§ **What needs to be done**: Reproduce the entries exactly and omit the pictures.

◇ ◇ ◇ ◇ ◇

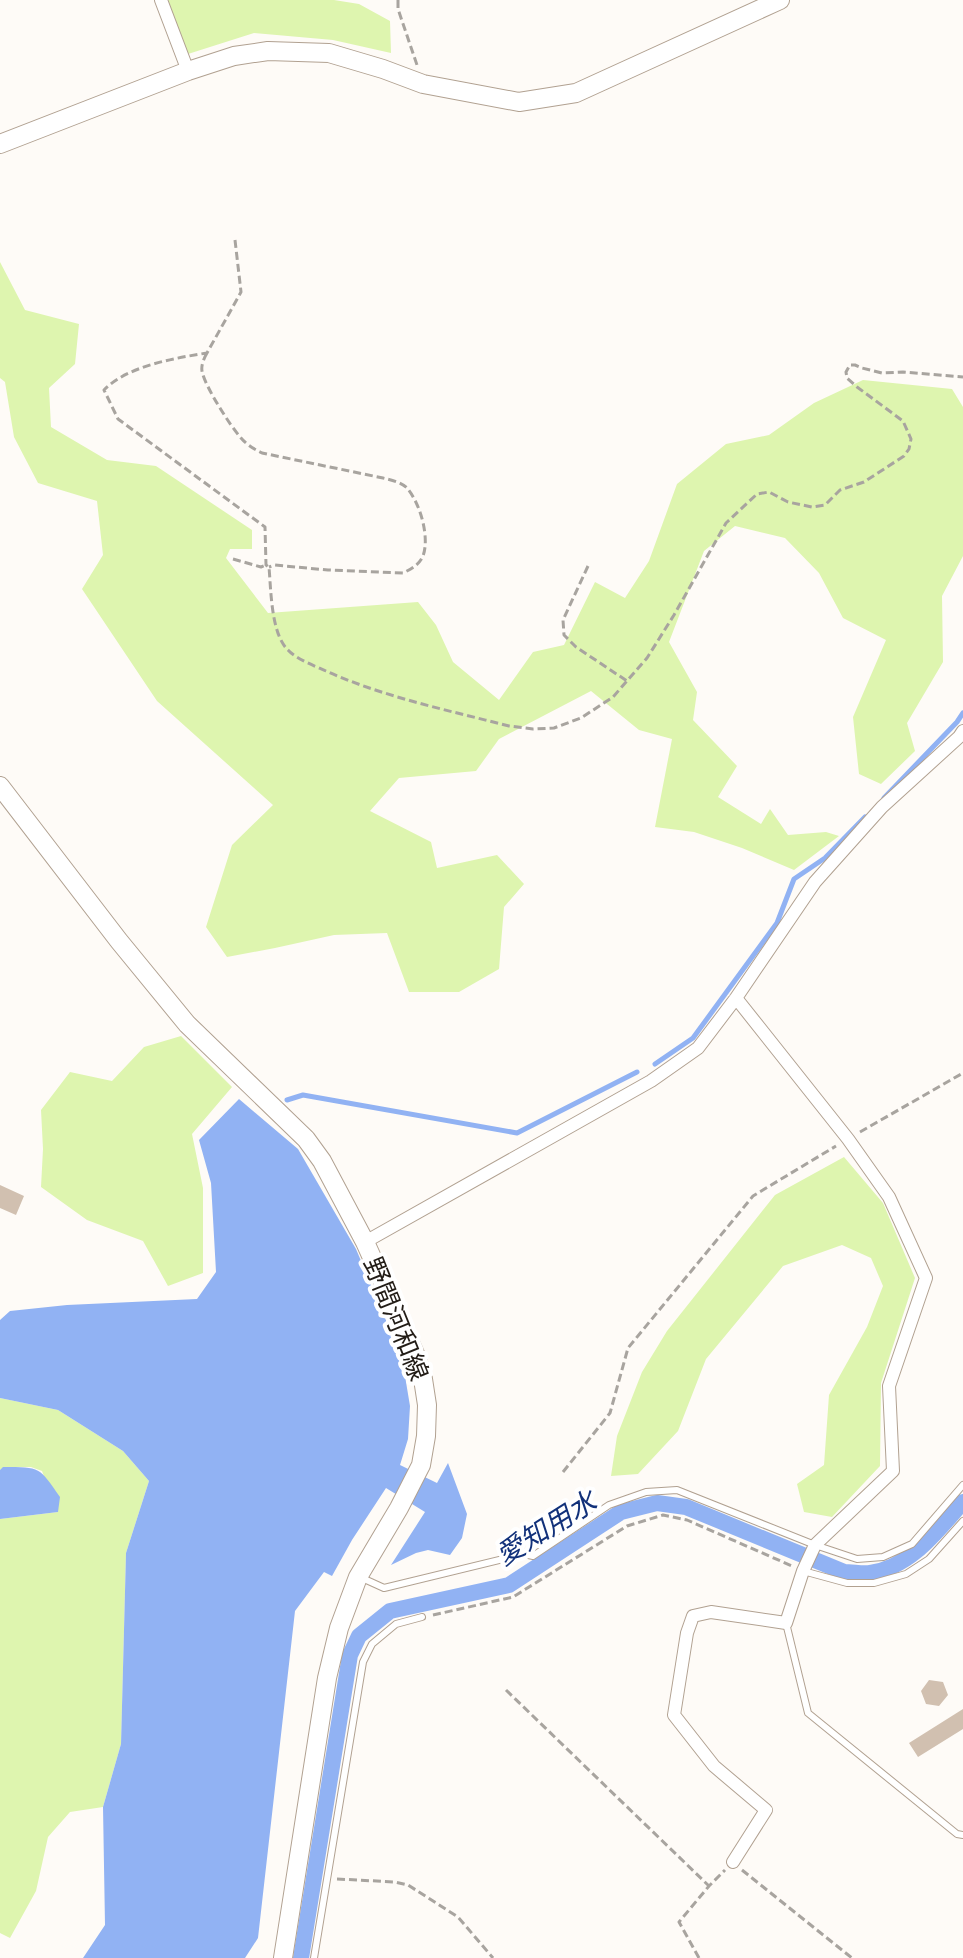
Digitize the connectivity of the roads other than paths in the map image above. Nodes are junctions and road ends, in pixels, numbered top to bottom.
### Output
1 (161, 0) edge
2 (780, 0) edge
3 (188, 71) junction
4 (0, 144) edge
5 (963, 731) edge
6 (0, 786) edge
7 (736, 998) junction
8 (365, 1242) junction
9 (963, 1485) edge
10 (963, 1521) edge
11 (815, 1545) junction
12 (803, 1571) junction
13 (358, 1577) junction
14 (422, 1617) road end
15 (786, 1623) junction
16 (963, 1835) edge
17 (733, 1862) road end
18 (283, 1958) edge
19 (314, 1958) edge

1 - 3 street
2 - 3 main road
3 - 4 main road
5 - 7 street
6 - 8 main road, 野間河和線
7 - 8 street
7 - 11 street
8 - 13 main road, 野間河和線
9 - 11 lane
10 - 12 lane
11 - 12 street
11 - 13 lane
12 - 15 street
13 - 18 main road, 野間河和線
14 - 19 lane
15 - 16 lane
15 - 17 street

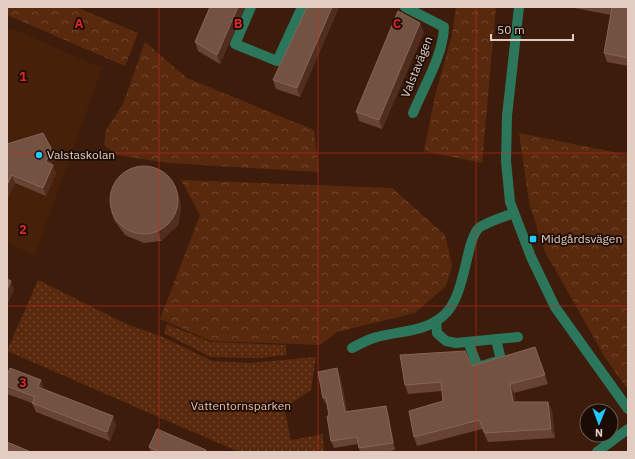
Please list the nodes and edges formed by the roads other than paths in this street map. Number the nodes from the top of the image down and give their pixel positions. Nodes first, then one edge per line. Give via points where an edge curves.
1 (251, 7) edge
2 (302, 7) edge
3 (405, 7) edge
4 (519, 7) edge
5 (413, 113) dead end
6 (514, 213) junction
7 (436, 321) junction
8 (518, 336) dead end
9 (496, 339) junction
10 (468, 342) junction
11 (352, 348) dead end
12 (628, 409) edge
13 (628, 429) edge
14 (595, 452) edge

1 - 2 street via 235,44 277,62
3 - 5 street, Valstavägen via 444,27 438,55
4 - 6 street via 507,116 506,161 510,202
6 - 7 street via 479,228 455,301
6 - 12 street via 531,257 555,307
7 - 10 street via 437,334 446,341
7 - 11 street via 407,332 376,337
8 - 9 street
9 - 10 street
9 - 10 street via 501,360 478,367
13 - 14 street

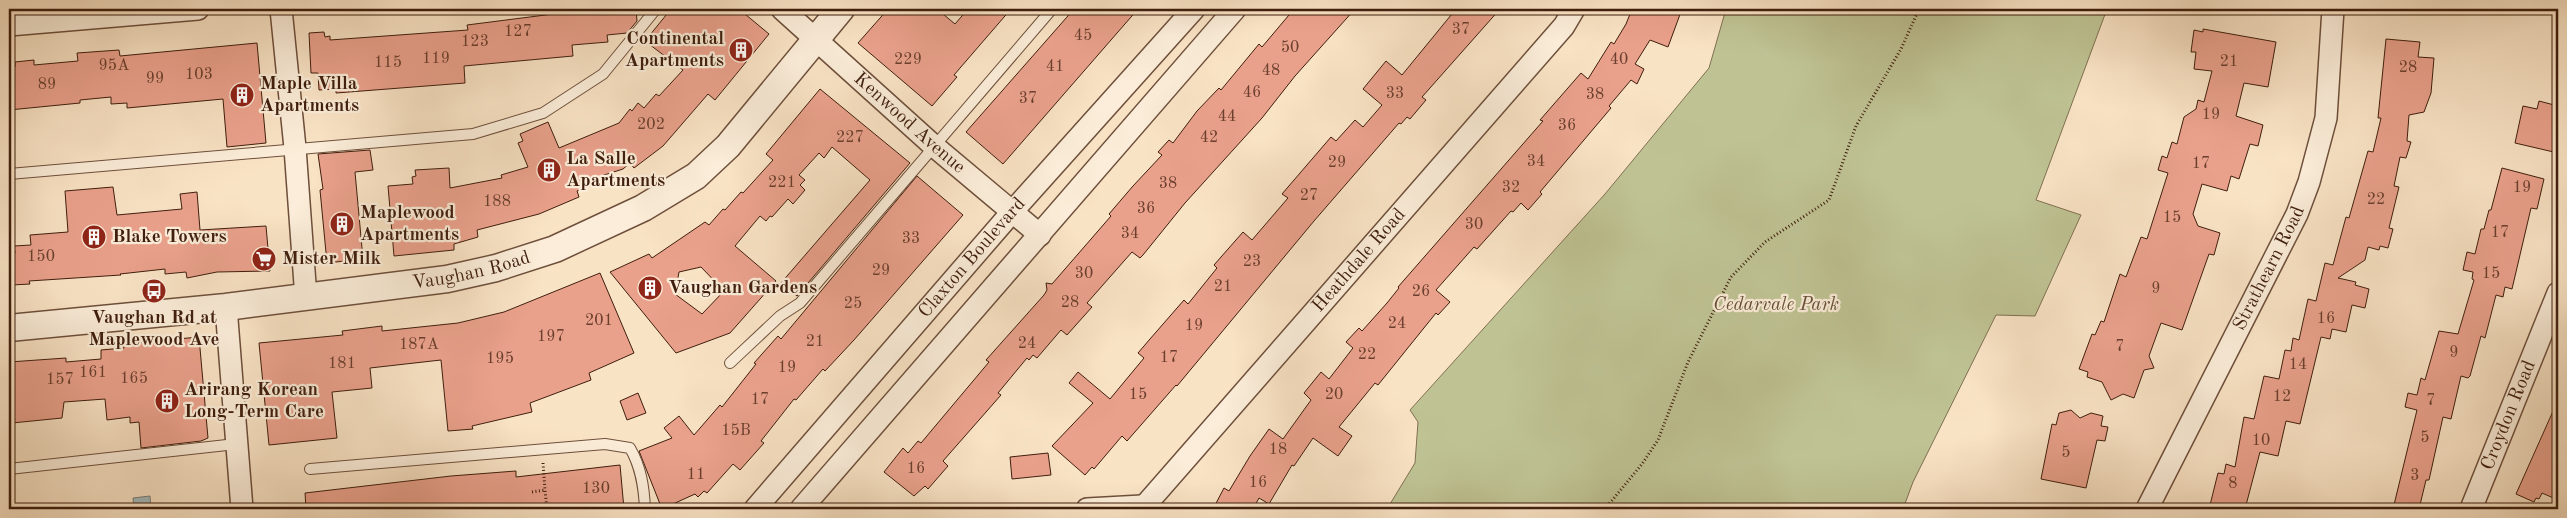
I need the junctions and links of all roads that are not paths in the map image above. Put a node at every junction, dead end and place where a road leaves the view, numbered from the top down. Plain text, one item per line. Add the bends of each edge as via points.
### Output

◇ ◇ ◇ ◇ ◇

§ **Answer section**:
Digitize the connectivity of the roads other than paths in the map image above. Nodes are junctions and road ends, in pixels, numbered top to bottom.
### Output
1 (161, 0) edge
2 (780, 0) edge
3 (188, 71) junction
4 (0, 144) edge
5 (963, 731) edge
6 (0, 786) edge
7 (736, 998) junction
8 (365, 1242) junction
9 (963, 1485) edge
10 (963, 1521) edge
11 (815, 1545) junction
12 (803, 1571) junction
13 (358, 1577) junction
14 (422, 1617) road end
15 (786, 1623) junction
16 (963, 1835) edge
17 (733, 1862) road end
18 (283, 1958) edge
19 (314, 1958) edge

1 - 3 street
2 - 3 main road
3 - 4 main road
5 - 7 street
6 - 8 main road, 野間河和線
7 - 8 street
7 - 11 street
8 - 13 main road, 野間河和線
9 - 11 lane
10 - 12 lane
11 - 12 street
11 - 13 lane
12 - 15 street
13 - 18 main road, 野間河和線
14 - 19 lane
15 - 16 lane
15 - 17 street

Please list the nodes and edges formed by the roads other than paths in this street map. Number the nodes from the top of the image down and give their pixel positions. Nodes first, then one edge per line. Give via points where an edge curves.
1 (251, 7) edge
2 (302, 7) edge
3 (405, 7) edge
4 (519, 7) edge
5 (413, 113) dead end
6 (514, 213) junction
7 (436, 321) junction
8 (518, 336) dead end
9 (496, 339) junction
10 (468, 342) junction
11 (352, 348) dead end
12 (628, 409) edge
13 (628, 429) edge
14 (595, 452) edge

1 - 2 street via 235,44 277,62
3 - 5 street, Valstavägen via 444,27 438,55
4 - 6 street via 507,116 506,161 510,202
6 - 7 street via 479,228 455,301
6 - 12 street via 531,257 555,307
7 - 10 street via 437,334 446,341
7 - 11 street via 407,332 376,337
8 - 9 street
9 - 10 street
9 - 10 street via 501,360 478,367
13 - 14 street

I need the junctions and links of all roads that are not paths in the map image above. Put a node at every junction, dead end and place where a road leaves the view, numbered from the top down. Plain text, one item per line. Add the bends of each edge as via points.
### Output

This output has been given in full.